→ YOUR GOAL
From the entries below, determine the number of lines that contain "meet". Give that number by itself.

→ DATASET RECORDS
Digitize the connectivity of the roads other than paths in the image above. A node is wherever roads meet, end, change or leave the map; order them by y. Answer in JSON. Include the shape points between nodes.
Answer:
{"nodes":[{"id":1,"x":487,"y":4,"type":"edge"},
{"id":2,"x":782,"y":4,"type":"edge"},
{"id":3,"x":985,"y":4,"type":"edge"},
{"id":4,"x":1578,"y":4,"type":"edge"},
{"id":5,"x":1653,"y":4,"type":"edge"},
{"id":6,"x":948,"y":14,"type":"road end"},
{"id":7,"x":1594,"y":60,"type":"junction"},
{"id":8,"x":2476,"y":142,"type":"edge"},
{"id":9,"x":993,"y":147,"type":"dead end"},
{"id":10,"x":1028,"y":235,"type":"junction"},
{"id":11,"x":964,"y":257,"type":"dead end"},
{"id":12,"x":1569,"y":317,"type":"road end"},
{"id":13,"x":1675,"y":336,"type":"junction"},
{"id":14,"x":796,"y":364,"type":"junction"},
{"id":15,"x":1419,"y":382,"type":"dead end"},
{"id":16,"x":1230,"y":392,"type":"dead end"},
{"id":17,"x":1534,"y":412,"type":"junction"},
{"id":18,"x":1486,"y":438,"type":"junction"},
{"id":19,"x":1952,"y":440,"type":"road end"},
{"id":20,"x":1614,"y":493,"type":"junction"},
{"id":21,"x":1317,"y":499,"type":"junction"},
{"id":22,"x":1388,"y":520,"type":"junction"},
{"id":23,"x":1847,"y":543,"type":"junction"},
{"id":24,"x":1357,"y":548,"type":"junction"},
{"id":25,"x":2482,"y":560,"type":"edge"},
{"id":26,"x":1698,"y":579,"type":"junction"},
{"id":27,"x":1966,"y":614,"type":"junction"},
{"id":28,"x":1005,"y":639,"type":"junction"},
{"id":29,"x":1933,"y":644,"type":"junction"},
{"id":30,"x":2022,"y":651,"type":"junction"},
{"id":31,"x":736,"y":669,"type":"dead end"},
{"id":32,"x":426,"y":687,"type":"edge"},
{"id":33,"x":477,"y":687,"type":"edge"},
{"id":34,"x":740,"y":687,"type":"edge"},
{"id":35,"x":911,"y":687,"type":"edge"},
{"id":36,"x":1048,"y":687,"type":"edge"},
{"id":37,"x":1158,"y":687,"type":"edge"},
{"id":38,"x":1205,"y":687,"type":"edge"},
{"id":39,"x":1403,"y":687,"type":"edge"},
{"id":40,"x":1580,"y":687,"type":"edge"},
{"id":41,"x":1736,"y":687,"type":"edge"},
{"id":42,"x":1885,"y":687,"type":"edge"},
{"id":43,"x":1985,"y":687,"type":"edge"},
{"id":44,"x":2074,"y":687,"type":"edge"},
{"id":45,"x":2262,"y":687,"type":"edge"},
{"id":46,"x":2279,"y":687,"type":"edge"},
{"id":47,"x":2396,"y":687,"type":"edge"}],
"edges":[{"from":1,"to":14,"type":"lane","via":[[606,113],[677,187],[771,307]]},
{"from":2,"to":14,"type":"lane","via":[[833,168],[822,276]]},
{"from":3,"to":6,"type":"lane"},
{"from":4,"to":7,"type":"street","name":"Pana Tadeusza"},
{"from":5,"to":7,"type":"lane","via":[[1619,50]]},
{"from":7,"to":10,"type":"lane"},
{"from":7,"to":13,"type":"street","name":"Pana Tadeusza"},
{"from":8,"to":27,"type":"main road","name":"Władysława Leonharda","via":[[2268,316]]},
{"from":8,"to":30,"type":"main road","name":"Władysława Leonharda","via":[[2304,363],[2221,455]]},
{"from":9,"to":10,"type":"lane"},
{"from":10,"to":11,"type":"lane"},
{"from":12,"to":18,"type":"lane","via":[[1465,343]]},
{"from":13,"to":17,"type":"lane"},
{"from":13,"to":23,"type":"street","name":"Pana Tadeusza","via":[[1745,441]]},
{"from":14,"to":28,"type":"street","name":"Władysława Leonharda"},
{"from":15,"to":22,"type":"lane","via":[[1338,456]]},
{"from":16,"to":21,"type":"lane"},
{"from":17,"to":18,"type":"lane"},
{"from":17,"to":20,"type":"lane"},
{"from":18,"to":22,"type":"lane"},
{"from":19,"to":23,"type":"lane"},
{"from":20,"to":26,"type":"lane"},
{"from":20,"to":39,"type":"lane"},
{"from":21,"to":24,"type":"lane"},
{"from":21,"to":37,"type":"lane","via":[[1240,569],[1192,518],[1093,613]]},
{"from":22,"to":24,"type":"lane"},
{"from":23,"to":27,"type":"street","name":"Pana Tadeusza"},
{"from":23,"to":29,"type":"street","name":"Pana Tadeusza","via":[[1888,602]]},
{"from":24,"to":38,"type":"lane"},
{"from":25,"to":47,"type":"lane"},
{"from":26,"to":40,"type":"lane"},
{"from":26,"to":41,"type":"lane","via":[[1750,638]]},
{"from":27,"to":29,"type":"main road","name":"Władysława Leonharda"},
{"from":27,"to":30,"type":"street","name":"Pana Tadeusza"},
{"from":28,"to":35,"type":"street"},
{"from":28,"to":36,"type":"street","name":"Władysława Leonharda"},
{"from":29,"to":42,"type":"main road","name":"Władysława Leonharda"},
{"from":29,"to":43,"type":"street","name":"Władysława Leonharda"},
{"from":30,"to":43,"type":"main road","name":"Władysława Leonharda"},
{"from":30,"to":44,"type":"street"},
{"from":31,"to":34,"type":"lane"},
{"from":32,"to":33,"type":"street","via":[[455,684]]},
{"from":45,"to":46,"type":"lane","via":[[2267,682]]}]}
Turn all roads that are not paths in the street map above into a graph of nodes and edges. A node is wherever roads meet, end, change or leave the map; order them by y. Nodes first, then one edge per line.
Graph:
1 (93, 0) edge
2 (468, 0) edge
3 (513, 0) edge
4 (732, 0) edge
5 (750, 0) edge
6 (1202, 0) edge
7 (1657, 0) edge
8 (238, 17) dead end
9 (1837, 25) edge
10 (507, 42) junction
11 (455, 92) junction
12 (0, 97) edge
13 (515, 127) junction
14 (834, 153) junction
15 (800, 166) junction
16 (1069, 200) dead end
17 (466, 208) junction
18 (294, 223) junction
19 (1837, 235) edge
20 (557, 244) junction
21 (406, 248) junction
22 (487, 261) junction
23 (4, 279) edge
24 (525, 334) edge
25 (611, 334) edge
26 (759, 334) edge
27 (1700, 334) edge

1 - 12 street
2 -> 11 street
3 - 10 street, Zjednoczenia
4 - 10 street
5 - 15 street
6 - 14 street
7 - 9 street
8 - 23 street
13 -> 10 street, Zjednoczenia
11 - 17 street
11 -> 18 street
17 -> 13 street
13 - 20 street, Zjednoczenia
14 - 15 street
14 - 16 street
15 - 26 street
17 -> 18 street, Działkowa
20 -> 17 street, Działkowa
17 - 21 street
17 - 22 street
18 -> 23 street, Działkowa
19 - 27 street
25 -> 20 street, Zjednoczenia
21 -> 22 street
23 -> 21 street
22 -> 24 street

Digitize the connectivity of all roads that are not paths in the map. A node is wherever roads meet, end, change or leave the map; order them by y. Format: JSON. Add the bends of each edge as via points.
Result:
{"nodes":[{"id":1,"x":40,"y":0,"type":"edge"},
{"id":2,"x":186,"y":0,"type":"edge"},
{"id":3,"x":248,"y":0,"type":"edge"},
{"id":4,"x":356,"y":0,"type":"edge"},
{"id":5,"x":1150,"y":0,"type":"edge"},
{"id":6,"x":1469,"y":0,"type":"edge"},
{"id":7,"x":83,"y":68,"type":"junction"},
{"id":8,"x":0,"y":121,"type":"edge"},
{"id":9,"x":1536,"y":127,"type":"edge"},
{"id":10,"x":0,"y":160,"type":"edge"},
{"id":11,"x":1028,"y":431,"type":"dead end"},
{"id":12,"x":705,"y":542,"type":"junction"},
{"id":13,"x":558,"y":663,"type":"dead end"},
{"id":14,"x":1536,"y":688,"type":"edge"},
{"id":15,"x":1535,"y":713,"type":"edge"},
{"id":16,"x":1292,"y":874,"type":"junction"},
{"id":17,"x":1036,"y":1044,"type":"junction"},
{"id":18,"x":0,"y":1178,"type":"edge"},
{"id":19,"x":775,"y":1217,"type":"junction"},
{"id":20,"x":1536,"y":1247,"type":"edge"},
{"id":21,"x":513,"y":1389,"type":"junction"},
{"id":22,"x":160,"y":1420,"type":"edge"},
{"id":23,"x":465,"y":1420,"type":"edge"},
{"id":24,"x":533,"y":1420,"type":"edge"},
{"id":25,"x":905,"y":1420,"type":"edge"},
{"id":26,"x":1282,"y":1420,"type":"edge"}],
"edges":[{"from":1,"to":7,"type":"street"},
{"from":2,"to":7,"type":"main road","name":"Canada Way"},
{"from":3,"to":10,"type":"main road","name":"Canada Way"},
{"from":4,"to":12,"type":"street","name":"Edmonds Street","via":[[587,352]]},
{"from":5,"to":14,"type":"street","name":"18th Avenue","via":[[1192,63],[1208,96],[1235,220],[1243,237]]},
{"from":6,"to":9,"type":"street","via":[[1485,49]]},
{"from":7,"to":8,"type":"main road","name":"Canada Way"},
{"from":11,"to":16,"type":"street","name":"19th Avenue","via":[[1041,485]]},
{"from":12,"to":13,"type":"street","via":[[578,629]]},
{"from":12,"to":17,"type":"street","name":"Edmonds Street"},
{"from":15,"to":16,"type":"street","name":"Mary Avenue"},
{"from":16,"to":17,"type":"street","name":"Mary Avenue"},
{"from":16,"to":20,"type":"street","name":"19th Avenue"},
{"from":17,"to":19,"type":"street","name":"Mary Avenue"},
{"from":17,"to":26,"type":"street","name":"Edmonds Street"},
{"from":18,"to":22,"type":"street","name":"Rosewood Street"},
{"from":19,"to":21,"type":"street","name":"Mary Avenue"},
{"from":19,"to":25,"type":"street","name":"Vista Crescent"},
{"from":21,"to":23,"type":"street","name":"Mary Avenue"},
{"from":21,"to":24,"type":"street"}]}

→ ANSWER
3